* Data for this exercise *
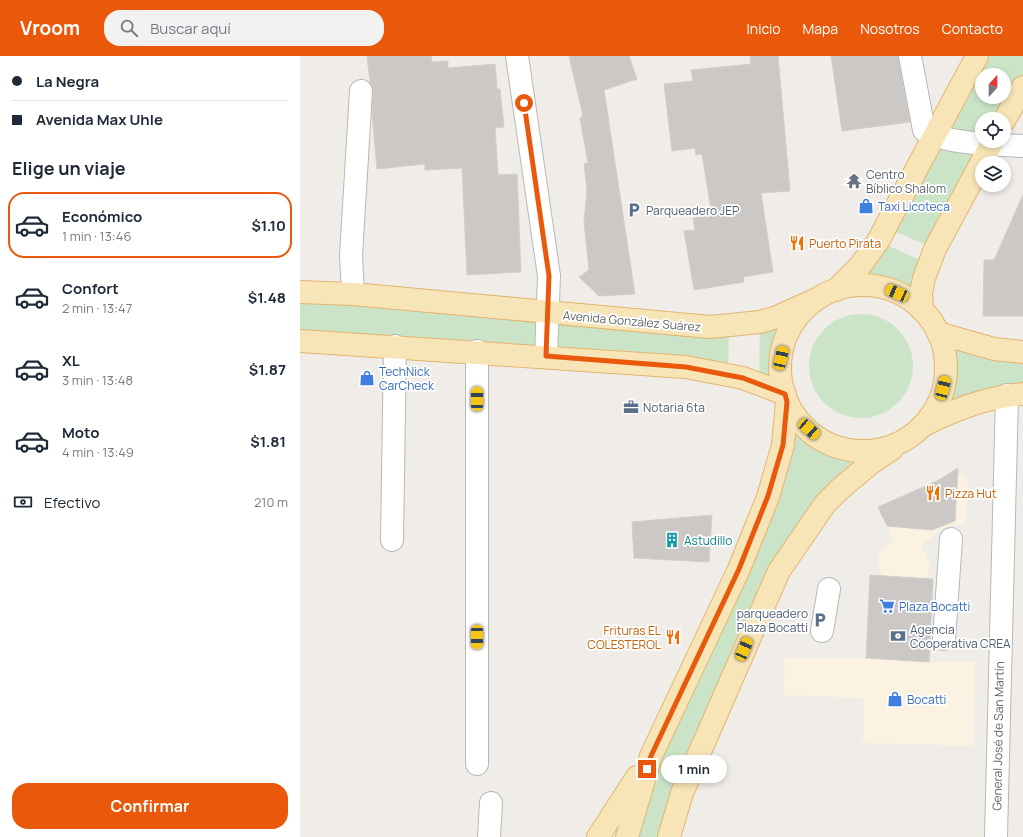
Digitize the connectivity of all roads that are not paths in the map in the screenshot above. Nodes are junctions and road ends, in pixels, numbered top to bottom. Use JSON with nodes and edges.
{"nodes":[{"id":1,"x":517,"y":56,"type":"edge"},
{"id":2,"x":910,"y":56,"type":"edge"},
{"id":3,"x":977,"y":56,"type":"edge"},
{"id":4,"x":1023,"y":87,"type":"edge"},
{"id":5,"x":361,"y":91,"type":"dead end"},
{"id":6,"x":1009,"y":112,"type":"edge"},
{"id":7,"x":934,"y":136,"type":"junction"},
{"id":8,"x":975,"y":141,"type":"edge"},
{"id":9,"x":1011,"y":145,"type":"edge"},
{"id":10,"x":1023,"y":146,"type":"edge"},
{"id":11,"x":989,"y":148,"type":"edge"},
{"id":12,"x":300,"y":292,"type":"edge"},
{"id":13,"x":353,"y":294,"type":"junction"},
{"id":14,"x":827,"y":294,"type":"junction"},
{"id":15,"x":922,"y":310,"type":"junction"},
{"id":16,"x":546,"y":313,"type":"junction"},
{"id":17,"x":938,"y":332,"type":"junction"},
{"id":18,"x":300,"y":340,"type":"edge"},
{"id":19,"x":395,"y":346,"type":"junction"},
{"id":20,"x":477,"y":352,"type":"junction"},
{"id":21,"x":1023,"y":352,"type":"edge"},
{"id":22,"x":546,"y":356,"type":"junction"},
{"id":23,"x":1015,"y":394,"type":"edge"},
{"id":24,"x":786,"y":398,"type":"junction"},
{"id":25,"x":916,"y":431,"type":"junction"},
{"id":26,"x":951,"y":539,"type":"dead end"},
{"id":27,"x":392,"y":540,"type":"dead end"},
{"id":28,"x":829,"y":589,"type":"dead end"},
{"id":29,"x":822,"y":631,"type":"dead end"},
{"id":30,"x":944,"y":639,"type":"dead end"},
{"id":31,"x":651,"y":756,"type":"junction"},
{"id":32,"x":477,"y":764,"type":"dead end"},
{"id":33,"x":491,"y":803,"type":"dead end"},
{"id":34,"x":489,"y":837,"type":"edge"},
{"id":35,"x":598,"y":837,"type":"edge"},
{"id":36,"x":627,"y":837,"type":"edge"},
{"id":37,"x":669,"y":837,"type":"edge"},
{"id":38,"x":996,"y":837,"type":"edge"}],
"edges":[{"from":1,"to":16,"type":"street"},
{"from":2,"to":7,"type":"street"},
{"from":3,"to":7,"type":"main road"},
{"from":4,"to":6,"type":"main road"},
{"from":5,"to":13,"type":"street"},
{"from":7,"to":8,"type":"street"},
{"from":7,"to":14,"type":"main road"},
{"from":9,"to":10,"type":"street"},
{"from":11,"to":15,"type":"main road"},
{"from":12,"to":13,"type":"main road","name":"Avenida González Suárez"},
{"from":13,"to":16,"type":"main road","name":"Avenida González Suárez"},
{"from":14,"to":15,"type":"main road"},
{"from":14,"to":16,"type":"main road","name":"Avenida González Suárez"},
{"from":14,"to":24,"type":"main road"},
{"from":15,"to":17,"type":"main road"},
{"from":16,"to":22,"type":"street"},
{"from":17,"to":21,"type":"main road"},
{"from":17,"to":25,"type":"main road"},
{"from":18,"to":19,"type":"main road"},
{"from":19,"to":20,"type":"main road"},
{"from":19,"to":27,"type":"street"},
{"from":20,"to":22,"type":"main road"},
{"from":20,"to":32,"type":"street"},
{"from":22,"to":24,"type":"main road"},
{"from":23,"to":25,"type":"main road"},
{"from":23,"to":38,"type":"street","name":"General José de San Martín"},
{"from":24,"to":25,"type":"main road"},
{"from":24,"to":31,"type":"main road"},
{"from":25,"to":37,"type":"main road"},
{"from":26,"to":30,"type":"street"},
{"from":28,"to":29,"type":"street"},
{"from":31,"to":35,"type":"main road"},
{"from":31,"to":36,"type":"main road"},
{"from":33,"to":34,"type":"street"}]}
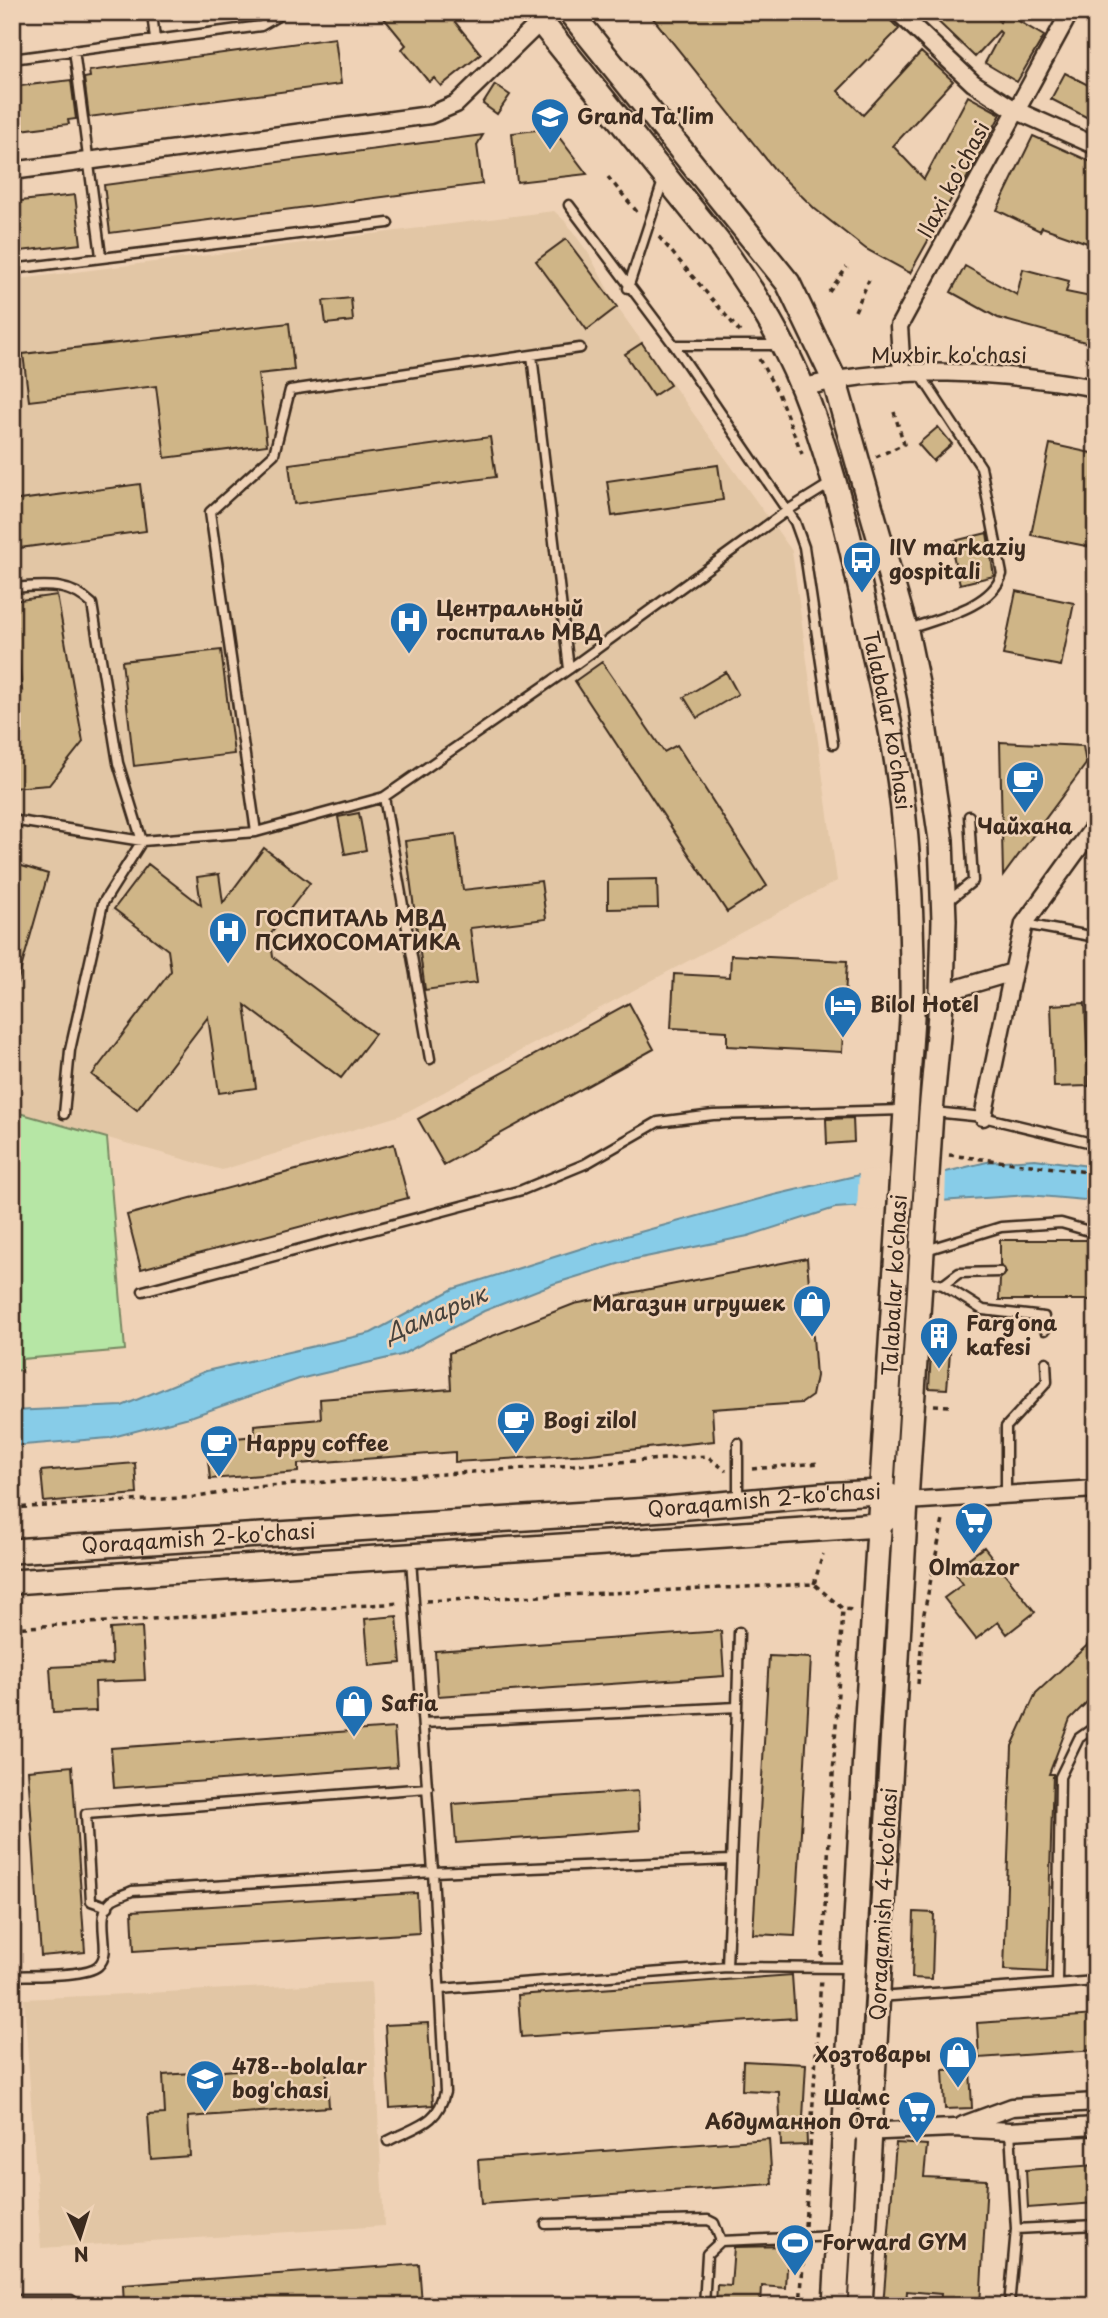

* Required action *
Lines of the material in which the word "Suárez" occurs are to be copied out.

* Task solution *
{"from":12,"to":13,"type":"main road","name":"Avenida González Suárez"},
{"from":13,"to":16,"type":"main road","name":"Avenida González Suárez"},
{"from":14,"to":16,"type":"main road","name":"Avenida González Suárez"},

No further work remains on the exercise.